Понятие «публичное одиночество» для лагерной жизни имело вполне конкретный смысл. При постоянном пребывании на людях вроде бы образуется невидимая скорлупа, в которую удается кое-что спрятать. Многолюдье становится лишь атрибутом, а то и вовсе может быть не в счет.
Мы с Колей умудрялись здесь, в бараке, поведать друг другу о сокровенном, уловить сокрытое в душе другого. Нам удавалось творить «нашу жизнь».
Колюшка понимал, что Юрик — постоянная, неуходящая боль. Он не спрашивал: «Что с тобой?» Говорил: «Не плачь. Я узнавал, мы скоро поедем в Вельск, и ты увидишь сына. Скоро заберешь его к себе». Он рассказывал о своей матери, которую во время войны потерял. Его изводило чувство вины за то, что она о нем ничего не знает. Я мысленно дала себе обет после освобождения во что бы то ни стало найти ее.
В мое творческое невежество Коля вторгся практическим путем. Принятая из его рук азбука актерского мастерства стала некой частной школой, как-то помогла.
Сам Коля был артистичен до мозга костей. Физически натренированный, изысканный, он с равным успехом играл в спектаклях, читал стихи и прозу, исполнял пантомимические номера, танцевал.
У него были свои боги: Завадский, Мордвинов, Марецкая, Абдулов.
— Помнишь, в фильме «Последний табор» Мордвинов идет по ржаному полю, едва прикасаясь к колосьям? Помнишь? Затем, расставляя руки, сгребая их в охапку, приникает к ним и говорит только одно слово: «Хлеб»? Мордвинов рассказывал, как долго это слово не давалось ему, с каким трудом он его, наконец, нашел, — пытался Коля успокоить меня.

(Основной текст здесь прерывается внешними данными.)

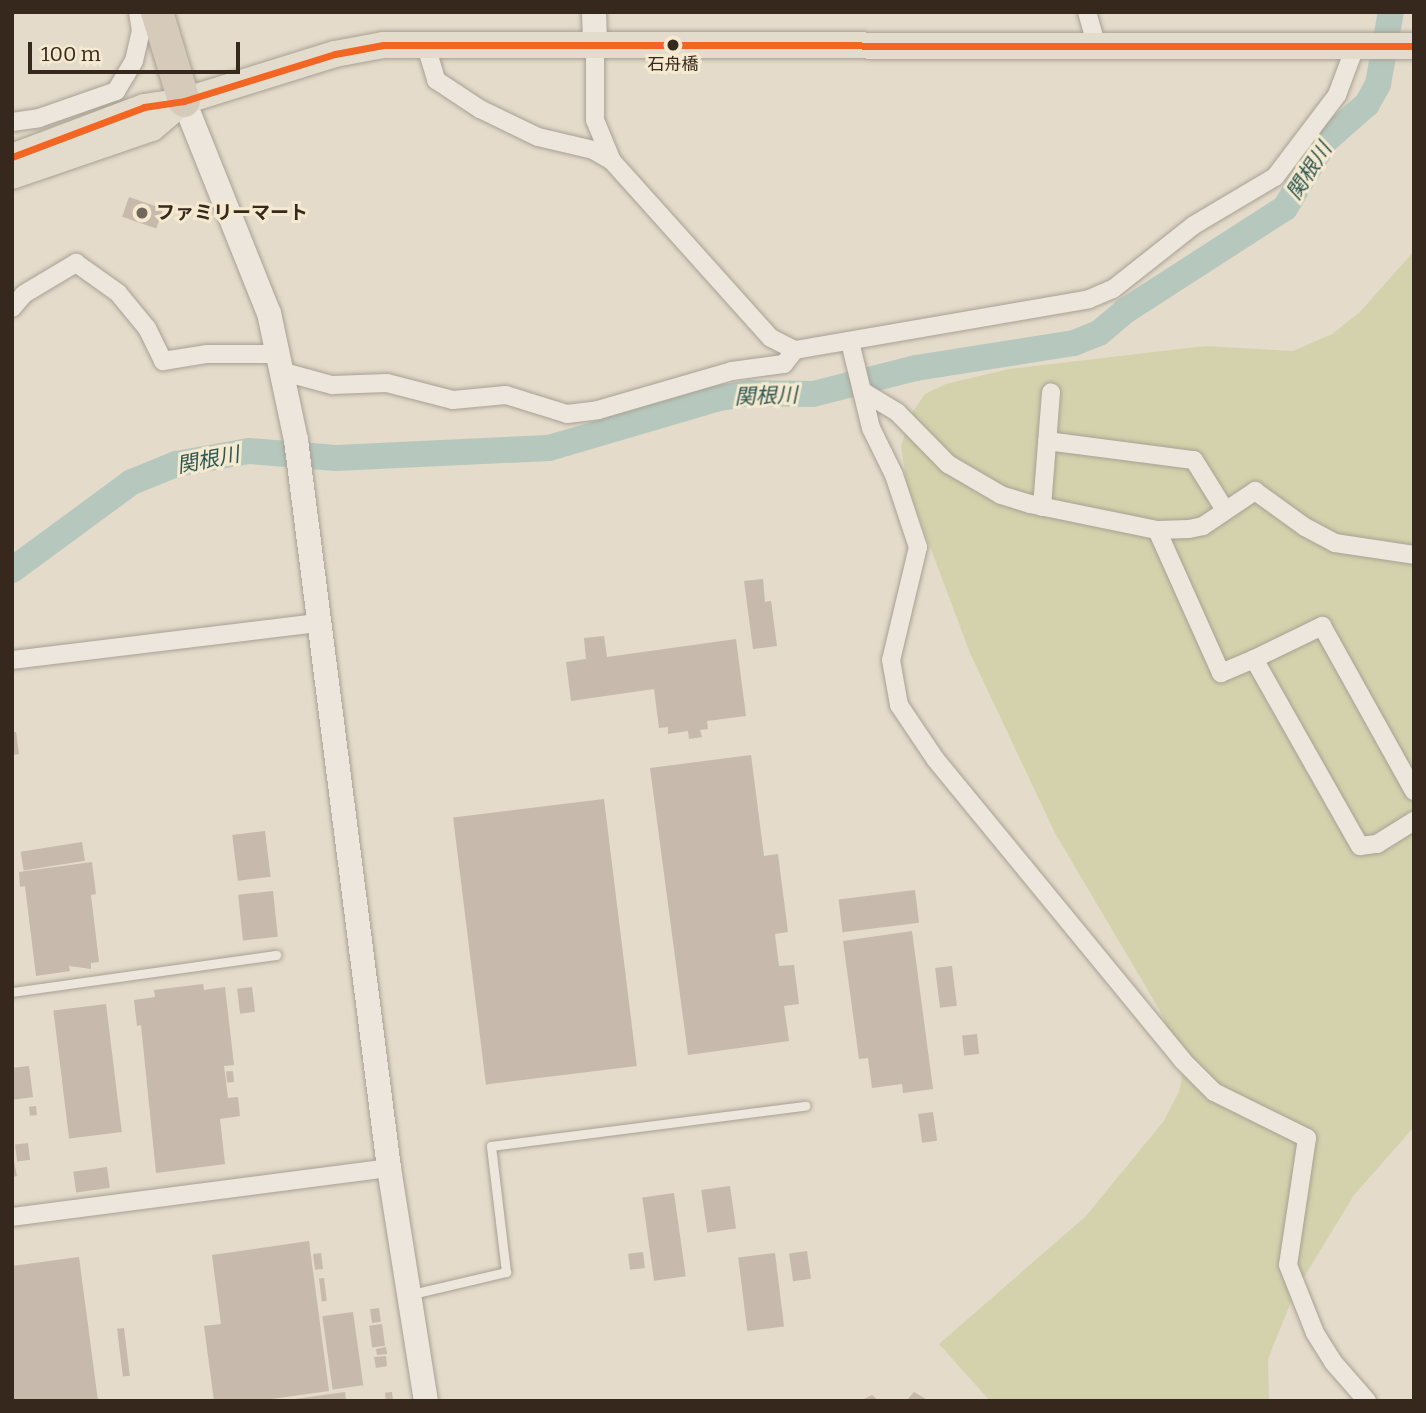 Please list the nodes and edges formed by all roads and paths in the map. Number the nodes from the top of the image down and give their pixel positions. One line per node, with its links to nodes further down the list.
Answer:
1 (138, 12): 11 (street)
2 (157, 12): 10 (highway)
3 (594, 12): 6 (street)
4 (1087, 12): 7 (street)
5 (425, 43): 6 (main road); 10 (main road); 13 (street)
6 (595, 43): 7 (main road); 13 (street)
7 (1097, 46): 8 (main road)
8 (1364, 46): 9 (main road); 16 (street)
9 (1409, 46)
10 (184, 101): 12 (main road); 14 (main road); 18 (street)
11 (12, 122)
12 (12, 157)
13 (612, 161): 17 (street)
14 (12, 176)
15 (12, 308): 18 (street)
16 (850, 342): 17 (street); 19 (street)
17 (795, 350): 18 (street)
18 (282, 363): 26 (street)
19 (862, 391): 22 (street); 38 (street)
20 (1051, 392): 21 (street)
21 (1047, 441): 22 (street); 23 (street)
22 (1042, 507): 24 (street)
23 (1225, 510): 24 (street); 25 (street)
24 (1157, 530): 27 (street)
25 (1414, 555)
26 (319, 623): 28 (street); 34 (street)
27 (1254, 659): 29 (street); 30 (street)
28 (12, 660)
29 (1414, 791)
30 (1414, 821)
31 (276, 955): 32 (lane)
32 (12, 992)
33 (806, 1106): 36 (lane)
34 (389, 1168): 35 (street); 36 (street)
35 (12, 1217)
36 (412, 1294): 37 (street)
37 (426, 1401)
38 (1367, 1401)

И у мастера, мол, поиск весомости слова «хлеб» потребовал бездну времени и неутомимости.
Мы часто репетировали втроем: Коля — Гульд, Жора — Смит и я. Колина самоотдача, искреннее желание Жоры помочь мне, моя сверхмерная жажда прорваться к профессионализму в конце концов раскрепостили по-человечески, что-то изменили в моем состоянии. Бог его знает, как такое случается.
— Для Завадского тишина во время репетиций была священна. Если кто-то с шумом открывал дверь, он мог того выгнать, — вспоминал Коля.
Наверное, такая репетиционная тишина и царила в один из дней. Моя Джесси, отгадывая что-то через поступок Филиппа, уходила от Смита.
Смит: Такси? Я не вызывал такси.
Джесси: Я вызывала. (Шоферу.) Подождите, я сейчас приду… Захватите чемодан.
Смит: Ты уезжаешь?
Джесси: Да.
Смит: Совсем?
Джесси: Да.
Смит: (доставая сигареты и протягивая их Джесси). Закурим?
Джесси: (беря сигарету). Спасибо.
Смит: Посидим?
Джесси: Хорошо.
Смит: Хорошо, что сегодня. Джесси. Почему?
Смит: Все сразу. (После паузы.) Я ждал. Я знал, что так будет. Джесси. Я не обманывала тебя тогда, девять дней назад. Я, правда, думала, что найду в себе силы остаться с тобой.
По щекам режиссера текли слезы.
— Тамархен! Да вы же… Господи, да это… Спасибо!
Я больше не боялась режиссера. С промахами, обретениями репетиции шли теперь своим ходом. Отношения с Борисом Павловичем изменились и в жизни.
Он как-то поссорился с одаренной Валечкой Лакиной. Взбешенный, запустил котелком с кашей в стену барака. Каша островками зависла на стене, котелок протарахтел по полу.
Уже через минуту Борис Павлович устыдился учиненной им баталии. Мне стало его жаль за «позорище». Я выручила его перед всеми шуткой. Через всю жизнь мы пронесли нашу дружбу и уважение друг к другу. А тоща он немало удивил меня и Колю, заявив:
— Вы, ей-Богу же, характерная актриса, Тамархен. Поверьте. Давайте-ка сыграем с вами «Хороший конец» Чехова.
— Что вы! Я — сваху? Не смогу.
— Еще как сможете! Решено?
Он не на шутку загорелся. Колюшка из «педагогических» соображений поддержал его. Начали репетировать. Получилось. Мы долго с успехом играли вдвоем этот маленький спектакль.
Я была уже прочно занята в репертуаре, а Борис Павлович все что-то придумывал, искал новые миниатюры, отрывки.
— Как вы смотрите на сцену из «Леса» Островского? Я — Аркашка. А вы — Улита.
— Ну что это вы? Это уж, знаете, сущий бред.
Товарищи диву давались этой затее, но вскоре и она была воплощена. Борис Павлович узрел во мне какого-то озорного чертенка, и джинн был выпущен.